— Required action —
Transcribe the data exactly. Pictures stay out.
[Opening Data records section]
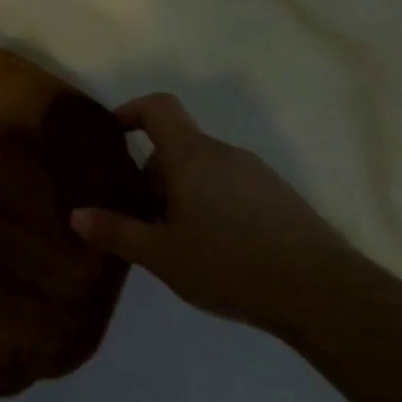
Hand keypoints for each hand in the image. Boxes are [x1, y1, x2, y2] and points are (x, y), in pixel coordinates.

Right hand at [71, 94, 355, 327]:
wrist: (325, 294)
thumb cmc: (230, 264)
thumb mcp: (161, 254)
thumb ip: (116, 232)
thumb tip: (76, 216)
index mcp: (192, 156)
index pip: (159, 108)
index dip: (132, 111)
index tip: (113, 134)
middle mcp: (226, 154)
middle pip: (179, 145)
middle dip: (152, 172)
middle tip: (140, 214)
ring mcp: (259, 175)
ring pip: (205, 169)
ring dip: (182, 191)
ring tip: (176, 238)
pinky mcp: (282, 199)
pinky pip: (232, 187)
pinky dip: (212, 203)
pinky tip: (215, 249)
[Closing Data records section]
— Solution to the problem —
Hand keypoints for each hand in the image. Boxes are [x1, y1, x2, y2] and points are (x, y), in pixel coordinates.

Right hand at [71, 94, 355, 327]:
wrist: (325, 294)
thumb cmc: (230, 264)
thumb mcp: (161, 254)
thumb ip: (116, 232)
thumb tip: (76, 216)
index mcp: (192, 156)
index pip: (159, 108)
index dip: (132, 111)
index tip: (113, 134)
middle mcp: (226, 154)
middle pip: (179, 145)
middle dip: (152, 172)
middle tip: (140, 214)
ring mcp: (259, 175)
ring pip: (205, 169)
ring dip: (182, 191)
ring tip: (176, 238)
pinky mcp: (282, 199)
pinky pip: (232, 187)
pinky dip: (212, 203)
pinky tip: (215, 249)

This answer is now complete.